La composition ? Quasiment identique. Caféine, taurine, vitamines B, sucre, eau gazeuse, arômes. Des tests en aveugle menés par des magazines de consommateurs européens montrent régulièrement que les participants peinent à distinguer Red Bull d’un concurrent bas de gamme. Sur le plan gustatif et physiologique, l’effet est comparable.
Pourtant, Red Bull détient encore 43 % du marché mondial des boissons énergisantes, loin devant Monster (26 %). Cette domination ne tient pas à la formule — elle tient à vingt ans de marketing agressif et cohérent qui a transformé une boisson en symbole culturel.
C’est la même mécanique que pour un parfum à 100 euros qui contient pour 3 euros de jus, ou que pour un sac Hermès dont la valeur réelle ne tient pas au cuir. Le produit est le prétexte. Ce que tu achètes, c’est l’univers que la marque a construit autour.
Comment Red Bull a inventé sa propre catégorie
Red Bull n’a pas rejoint le marché des sodas. Il a créé une catégorie qui n’existait pas en Europe occidentale. Quand Dietrich Mateschitz importe la recette thaïlandaise de Krating Daeng en 1987 et la lance en Autriche, il n’y a aucune boisson énergisante sur les étagères européennes.
Il choisit délibérément une canette fine et petite (250 ml), un prix élevé — deux à trois fois supérieur aux sodas classiques — et une distribution sélective dans les boîtes de nuit et les événements sportifs. Pas dans les supermarchés au début. La rareté construite génère du désir.

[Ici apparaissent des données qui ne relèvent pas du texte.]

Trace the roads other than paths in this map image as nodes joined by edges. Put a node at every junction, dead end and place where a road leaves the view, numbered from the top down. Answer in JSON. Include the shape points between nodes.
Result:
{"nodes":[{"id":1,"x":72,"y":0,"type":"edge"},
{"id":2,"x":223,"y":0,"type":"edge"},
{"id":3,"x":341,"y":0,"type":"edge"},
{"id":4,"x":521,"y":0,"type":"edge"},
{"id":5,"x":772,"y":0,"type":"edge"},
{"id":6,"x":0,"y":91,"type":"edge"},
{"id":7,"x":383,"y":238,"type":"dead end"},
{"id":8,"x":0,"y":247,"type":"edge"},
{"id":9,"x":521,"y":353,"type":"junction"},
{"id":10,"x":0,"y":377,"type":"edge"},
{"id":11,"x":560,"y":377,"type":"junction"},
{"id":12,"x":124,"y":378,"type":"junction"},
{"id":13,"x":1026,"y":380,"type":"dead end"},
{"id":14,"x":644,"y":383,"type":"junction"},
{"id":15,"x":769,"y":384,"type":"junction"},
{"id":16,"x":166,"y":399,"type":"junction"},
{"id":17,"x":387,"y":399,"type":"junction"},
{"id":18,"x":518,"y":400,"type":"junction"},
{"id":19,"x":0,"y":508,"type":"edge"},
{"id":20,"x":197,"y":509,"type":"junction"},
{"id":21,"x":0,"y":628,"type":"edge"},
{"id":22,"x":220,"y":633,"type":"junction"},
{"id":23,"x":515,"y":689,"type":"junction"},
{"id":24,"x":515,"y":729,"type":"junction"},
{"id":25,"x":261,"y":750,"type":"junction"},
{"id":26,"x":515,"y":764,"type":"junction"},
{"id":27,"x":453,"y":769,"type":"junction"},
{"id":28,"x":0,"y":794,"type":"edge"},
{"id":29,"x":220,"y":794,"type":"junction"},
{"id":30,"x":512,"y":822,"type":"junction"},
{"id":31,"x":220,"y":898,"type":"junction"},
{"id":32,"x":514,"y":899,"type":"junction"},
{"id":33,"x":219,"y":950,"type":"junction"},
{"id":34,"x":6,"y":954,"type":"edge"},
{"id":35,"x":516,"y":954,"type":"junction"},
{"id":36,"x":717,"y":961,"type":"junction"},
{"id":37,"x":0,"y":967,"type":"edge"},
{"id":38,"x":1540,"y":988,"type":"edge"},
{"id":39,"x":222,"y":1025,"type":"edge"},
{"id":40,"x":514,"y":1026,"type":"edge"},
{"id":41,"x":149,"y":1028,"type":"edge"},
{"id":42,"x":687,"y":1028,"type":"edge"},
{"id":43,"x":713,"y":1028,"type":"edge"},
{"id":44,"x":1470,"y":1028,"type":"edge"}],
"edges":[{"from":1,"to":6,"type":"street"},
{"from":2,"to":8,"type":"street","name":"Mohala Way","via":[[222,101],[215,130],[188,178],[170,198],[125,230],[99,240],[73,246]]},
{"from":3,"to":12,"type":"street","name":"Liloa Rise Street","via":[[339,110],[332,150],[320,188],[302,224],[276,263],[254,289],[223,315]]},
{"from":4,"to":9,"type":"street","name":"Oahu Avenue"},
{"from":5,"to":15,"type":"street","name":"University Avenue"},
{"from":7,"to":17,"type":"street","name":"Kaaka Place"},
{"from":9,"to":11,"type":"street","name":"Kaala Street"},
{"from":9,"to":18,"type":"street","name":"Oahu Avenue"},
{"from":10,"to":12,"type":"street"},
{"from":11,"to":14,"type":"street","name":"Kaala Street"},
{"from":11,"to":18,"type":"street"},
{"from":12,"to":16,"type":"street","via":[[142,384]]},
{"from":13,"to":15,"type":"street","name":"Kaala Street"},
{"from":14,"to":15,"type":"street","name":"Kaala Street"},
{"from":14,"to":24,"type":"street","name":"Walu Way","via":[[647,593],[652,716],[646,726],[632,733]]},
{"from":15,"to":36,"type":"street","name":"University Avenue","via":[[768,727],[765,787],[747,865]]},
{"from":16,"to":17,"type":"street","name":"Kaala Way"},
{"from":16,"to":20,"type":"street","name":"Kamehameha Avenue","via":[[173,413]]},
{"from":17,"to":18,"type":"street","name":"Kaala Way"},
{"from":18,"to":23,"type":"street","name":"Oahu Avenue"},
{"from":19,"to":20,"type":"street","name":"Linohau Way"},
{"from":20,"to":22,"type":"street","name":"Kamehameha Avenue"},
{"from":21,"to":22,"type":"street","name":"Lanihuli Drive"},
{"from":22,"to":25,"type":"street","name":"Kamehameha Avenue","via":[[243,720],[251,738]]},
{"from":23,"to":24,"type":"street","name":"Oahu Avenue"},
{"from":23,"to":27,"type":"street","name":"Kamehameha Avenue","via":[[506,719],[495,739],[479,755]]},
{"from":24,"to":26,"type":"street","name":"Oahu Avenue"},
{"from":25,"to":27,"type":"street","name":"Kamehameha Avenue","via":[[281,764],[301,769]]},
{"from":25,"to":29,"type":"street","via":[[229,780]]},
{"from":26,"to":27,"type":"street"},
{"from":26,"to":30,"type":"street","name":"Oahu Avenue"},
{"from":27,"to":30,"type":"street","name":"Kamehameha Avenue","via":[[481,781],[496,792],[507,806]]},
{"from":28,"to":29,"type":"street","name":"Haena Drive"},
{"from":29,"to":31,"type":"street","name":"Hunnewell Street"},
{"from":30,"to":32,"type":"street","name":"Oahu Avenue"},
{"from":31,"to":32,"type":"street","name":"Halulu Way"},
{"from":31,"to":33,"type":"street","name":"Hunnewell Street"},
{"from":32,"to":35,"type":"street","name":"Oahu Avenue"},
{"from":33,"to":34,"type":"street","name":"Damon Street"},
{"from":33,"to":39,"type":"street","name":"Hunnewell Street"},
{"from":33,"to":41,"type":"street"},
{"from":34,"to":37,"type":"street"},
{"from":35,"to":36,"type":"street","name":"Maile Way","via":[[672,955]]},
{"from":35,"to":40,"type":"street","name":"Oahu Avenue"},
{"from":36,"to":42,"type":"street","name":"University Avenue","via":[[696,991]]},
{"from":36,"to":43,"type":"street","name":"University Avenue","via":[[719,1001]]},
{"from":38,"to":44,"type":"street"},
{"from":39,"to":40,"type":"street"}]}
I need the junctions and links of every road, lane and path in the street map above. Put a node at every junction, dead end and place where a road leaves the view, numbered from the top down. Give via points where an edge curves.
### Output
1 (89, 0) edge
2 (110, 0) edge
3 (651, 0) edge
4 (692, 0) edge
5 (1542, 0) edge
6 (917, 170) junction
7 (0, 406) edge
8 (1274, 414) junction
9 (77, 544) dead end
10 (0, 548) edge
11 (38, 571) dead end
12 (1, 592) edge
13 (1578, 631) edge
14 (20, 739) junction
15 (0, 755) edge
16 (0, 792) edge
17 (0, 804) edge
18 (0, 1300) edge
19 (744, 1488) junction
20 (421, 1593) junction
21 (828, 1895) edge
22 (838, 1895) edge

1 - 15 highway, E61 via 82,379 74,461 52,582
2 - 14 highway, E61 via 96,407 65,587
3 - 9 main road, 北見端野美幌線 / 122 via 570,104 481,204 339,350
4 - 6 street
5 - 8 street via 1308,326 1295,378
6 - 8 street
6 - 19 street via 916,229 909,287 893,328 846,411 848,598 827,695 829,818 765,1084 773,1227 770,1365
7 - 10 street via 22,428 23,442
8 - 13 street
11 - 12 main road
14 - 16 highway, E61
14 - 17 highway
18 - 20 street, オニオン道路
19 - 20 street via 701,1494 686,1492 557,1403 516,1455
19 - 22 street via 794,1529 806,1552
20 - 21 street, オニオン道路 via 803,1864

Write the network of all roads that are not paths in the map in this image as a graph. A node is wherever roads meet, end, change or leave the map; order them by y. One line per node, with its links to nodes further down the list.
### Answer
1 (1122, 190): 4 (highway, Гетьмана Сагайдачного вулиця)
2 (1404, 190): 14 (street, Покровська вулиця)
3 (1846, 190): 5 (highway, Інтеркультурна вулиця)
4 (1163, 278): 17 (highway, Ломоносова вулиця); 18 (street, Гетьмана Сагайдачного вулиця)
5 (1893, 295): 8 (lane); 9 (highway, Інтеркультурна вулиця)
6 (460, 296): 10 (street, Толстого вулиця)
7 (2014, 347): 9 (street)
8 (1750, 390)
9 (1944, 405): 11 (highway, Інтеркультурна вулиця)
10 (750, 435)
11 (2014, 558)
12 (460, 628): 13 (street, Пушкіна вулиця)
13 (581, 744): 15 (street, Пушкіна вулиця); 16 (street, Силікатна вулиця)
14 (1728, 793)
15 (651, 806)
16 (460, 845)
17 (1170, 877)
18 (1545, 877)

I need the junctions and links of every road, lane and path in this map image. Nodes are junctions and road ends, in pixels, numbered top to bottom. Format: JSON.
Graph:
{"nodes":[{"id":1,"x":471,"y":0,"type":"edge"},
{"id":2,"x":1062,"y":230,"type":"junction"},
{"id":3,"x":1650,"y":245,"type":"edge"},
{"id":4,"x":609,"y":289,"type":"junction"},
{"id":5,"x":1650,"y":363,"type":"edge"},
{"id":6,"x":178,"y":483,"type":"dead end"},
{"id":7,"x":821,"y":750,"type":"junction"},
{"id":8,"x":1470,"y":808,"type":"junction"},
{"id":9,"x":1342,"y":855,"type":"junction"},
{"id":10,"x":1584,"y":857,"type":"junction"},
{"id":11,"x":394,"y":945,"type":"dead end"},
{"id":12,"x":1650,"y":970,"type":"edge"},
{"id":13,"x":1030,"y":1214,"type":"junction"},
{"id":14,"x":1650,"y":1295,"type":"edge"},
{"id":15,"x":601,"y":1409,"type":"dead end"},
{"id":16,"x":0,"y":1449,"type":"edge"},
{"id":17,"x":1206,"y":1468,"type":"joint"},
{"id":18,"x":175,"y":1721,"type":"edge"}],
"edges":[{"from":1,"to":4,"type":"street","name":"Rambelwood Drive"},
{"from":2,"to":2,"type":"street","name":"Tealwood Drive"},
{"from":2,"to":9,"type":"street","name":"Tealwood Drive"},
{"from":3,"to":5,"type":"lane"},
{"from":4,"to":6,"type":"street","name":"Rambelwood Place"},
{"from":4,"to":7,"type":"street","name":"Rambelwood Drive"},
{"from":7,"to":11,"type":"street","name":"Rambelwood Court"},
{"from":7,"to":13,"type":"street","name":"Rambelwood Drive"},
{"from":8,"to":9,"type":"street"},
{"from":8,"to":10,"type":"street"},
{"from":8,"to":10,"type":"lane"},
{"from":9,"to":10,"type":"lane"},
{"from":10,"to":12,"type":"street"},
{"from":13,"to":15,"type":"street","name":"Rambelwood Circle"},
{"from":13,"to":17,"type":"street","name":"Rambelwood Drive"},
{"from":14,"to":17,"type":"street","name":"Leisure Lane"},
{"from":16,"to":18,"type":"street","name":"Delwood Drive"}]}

Cette stratégie d’entrée par le haut a verrouillé le positionnement premium pour les décennies suivantes. Aujourd’hui, baisser le prix reviendrait à détruire ce que la marque a mis trente ans à construire. C’est pourquoi Red Bull ne fera jamais de promotions agressives en tête de gondole — même face à Monster ou aux marques distributeur.
La canette fine et reconnaissable, la police d’écriture, les deux taureaux dorés : chaque élément est breveté ou protégé, et chaque élément contribue à la perception de valeur. Le design seul représente un investissement considérable — et une barrière à l’entrée pour les imitateurs.
Pour info, la même logique s’applique à d’autres produits du quotidien : les cartouches d’imprimante fonctionnent sur un modèle encore plus extrême, où c’est le matériel d’entrée qui est vendu à perte. Et une boîte de céréales à 4 euros contient pour 20 centimes de matière première — preuve que l’agroalimentaire en général maîtrise très bien l’art du packaging.
Ce que tu paies vraiment quand tu achètes une Red Bull
Pour résumer : sur tes 2 euros, environ 10 à 15 centimes vont aux ingrédients et à la canette. Entre 50 centimes et 70 centimes partent en marketing, sponsoring et événements. Une part significative couvre la logistique et la distribution — Red Bull est présent dans plus de 175 pays, avec une chaîne d’approvisionnement ultra-rodée. Et le reste, environ 30 à 40 centimes par canette, constitue la marge nette de l’entreprise.
Red Bull GmbH est une entreprise privée, toujours contrôlée par la famille Mateschitz (Dietrich est décédé en 2022, ses héritiers conservent la majorité). La marge opérationnelle tourne autour de 15 à 20 %, ce qui est élevé pour l’agroalimentaire mais inférieur à ce qu’on pourrait imaginer — parce que la machine marketing avale une part énorme du chiffre d’affaires.
Maintenant que tu sais tout ça, la prochaine fois que tu attrapes une canette, tu sais exactement à quoi ressemble la décomposition de tes deux euros. Si l’effet caféine est ta priorité, un double espresso à moins de 2 euros en terrasse te donnera les mêmes 80 mg. Mais si tu veux te sentir au bord d’un circuit de F1, Red Bull a clairement gagné sa mise.